Work to complete =
From the material below, list every line containing "edges".

Recorded data =
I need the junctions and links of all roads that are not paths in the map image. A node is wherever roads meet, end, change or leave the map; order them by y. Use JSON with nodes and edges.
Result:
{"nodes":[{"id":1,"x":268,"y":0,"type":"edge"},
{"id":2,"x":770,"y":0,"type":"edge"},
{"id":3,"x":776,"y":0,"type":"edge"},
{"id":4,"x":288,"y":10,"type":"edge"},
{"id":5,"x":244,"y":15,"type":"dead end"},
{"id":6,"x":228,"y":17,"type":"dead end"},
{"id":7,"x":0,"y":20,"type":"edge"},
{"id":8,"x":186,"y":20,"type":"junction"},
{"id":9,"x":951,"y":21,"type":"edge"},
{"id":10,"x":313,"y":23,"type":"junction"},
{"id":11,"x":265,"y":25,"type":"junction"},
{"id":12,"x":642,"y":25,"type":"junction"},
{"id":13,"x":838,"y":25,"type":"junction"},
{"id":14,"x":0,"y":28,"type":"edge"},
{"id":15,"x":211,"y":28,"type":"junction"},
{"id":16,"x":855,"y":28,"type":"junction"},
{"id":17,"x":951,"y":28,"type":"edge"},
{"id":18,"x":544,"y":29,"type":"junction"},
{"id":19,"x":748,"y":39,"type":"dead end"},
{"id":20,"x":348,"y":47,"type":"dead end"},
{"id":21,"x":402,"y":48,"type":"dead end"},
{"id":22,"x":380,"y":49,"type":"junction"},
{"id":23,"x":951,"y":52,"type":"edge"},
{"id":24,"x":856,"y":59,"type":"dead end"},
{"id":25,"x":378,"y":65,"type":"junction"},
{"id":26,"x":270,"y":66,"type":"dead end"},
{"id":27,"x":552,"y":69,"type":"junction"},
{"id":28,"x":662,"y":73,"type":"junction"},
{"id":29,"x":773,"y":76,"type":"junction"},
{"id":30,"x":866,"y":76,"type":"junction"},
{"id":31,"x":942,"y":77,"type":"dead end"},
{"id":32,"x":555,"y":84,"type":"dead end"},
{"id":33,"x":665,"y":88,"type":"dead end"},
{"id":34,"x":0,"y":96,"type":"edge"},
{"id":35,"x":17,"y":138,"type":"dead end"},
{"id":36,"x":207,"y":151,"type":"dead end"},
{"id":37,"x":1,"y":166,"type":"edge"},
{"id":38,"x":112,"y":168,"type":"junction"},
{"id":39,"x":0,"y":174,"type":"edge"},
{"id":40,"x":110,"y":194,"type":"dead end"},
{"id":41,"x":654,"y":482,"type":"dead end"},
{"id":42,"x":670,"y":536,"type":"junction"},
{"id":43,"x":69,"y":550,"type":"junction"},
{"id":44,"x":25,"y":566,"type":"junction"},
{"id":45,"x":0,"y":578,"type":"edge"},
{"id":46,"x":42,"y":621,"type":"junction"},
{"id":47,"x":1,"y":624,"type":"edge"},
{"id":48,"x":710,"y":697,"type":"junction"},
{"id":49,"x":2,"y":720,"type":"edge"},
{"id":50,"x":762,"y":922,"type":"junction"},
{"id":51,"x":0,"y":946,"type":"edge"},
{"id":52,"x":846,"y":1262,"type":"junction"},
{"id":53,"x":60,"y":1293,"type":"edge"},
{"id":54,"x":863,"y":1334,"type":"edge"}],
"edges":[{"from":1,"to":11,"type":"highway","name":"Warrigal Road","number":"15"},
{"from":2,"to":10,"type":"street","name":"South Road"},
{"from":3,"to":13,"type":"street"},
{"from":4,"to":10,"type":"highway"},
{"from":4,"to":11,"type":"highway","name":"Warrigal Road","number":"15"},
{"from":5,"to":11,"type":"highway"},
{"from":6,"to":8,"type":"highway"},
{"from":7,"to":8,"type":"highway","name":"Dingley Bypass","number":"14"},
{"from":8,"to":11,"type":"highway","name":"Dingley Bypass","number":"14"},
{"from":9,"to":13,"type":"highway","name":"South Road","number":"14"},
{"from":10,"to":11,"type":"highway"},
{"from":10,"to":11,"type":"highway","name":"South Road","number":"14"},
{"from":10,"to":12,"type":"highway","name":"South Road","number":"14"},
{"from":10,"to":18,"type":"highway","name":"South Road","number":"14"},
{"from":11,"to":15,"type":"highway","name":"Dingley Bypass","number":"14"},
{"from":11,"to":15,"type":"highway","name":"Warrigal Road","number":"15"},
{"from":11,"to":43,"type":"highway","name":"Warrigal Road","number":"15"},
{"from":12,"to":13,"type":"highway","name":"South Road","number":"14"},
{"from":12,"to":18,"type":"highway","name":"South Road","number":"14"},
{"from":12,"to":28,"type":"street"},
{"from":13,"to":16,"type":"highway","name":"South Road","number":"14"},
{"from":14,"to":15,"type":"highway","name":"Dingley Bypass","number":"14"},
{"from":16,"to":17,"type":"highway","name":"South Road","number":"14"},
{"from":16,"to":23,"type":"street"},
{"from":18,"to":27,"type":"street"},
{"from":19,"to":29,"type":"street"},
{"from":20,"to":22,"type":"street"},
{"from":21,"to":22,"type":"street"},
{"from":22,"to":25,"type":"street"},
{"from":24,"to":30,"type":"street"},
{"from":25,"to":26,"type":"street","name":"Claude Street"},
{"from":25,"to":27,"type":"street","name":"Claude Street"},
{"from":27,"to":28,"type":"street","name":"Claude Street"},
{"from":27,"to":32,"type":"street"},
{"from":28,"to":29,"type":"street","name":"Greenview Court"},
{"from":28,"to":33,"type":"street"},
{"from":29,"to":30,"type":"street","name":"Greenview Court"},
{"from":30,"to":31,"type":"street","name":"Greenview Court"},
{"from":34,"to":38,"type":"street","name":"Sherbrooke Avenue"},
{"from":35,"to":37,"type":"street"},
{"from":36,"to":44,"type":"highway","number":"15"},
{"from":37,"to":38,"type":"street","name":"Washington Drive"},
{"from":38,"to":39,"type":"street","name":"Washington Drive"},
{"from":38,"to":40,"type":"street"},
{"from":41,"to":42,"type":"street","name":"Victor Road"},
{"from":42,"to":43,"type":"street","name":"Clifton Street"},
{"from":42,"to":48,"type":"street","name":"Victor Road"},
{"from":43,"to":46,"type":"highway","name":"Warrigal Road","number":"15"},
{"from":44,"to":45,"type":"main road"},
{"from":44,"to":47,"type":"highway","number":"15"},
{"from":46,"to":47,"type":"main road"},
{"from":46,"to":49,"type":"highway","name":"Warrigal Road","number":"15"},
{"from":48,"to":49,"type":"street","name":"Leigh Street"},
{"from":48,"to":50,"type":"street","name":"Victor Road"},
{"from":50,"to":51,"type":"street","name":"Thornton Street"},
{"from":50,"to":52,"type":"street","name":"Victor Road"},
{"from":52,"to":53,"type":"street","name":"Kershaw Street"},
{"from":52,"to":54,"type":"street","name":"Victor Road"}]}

Response to this task =
I need the junctions and links of all roads that are not paths in the map image. A node is wherever roads meet, end, change or leave the map; order them by y. Use JSON with nodes and edges.
"edges":[{"from":1,"to":11,"type":"highway","name":"Warrigal Road","number":"15"},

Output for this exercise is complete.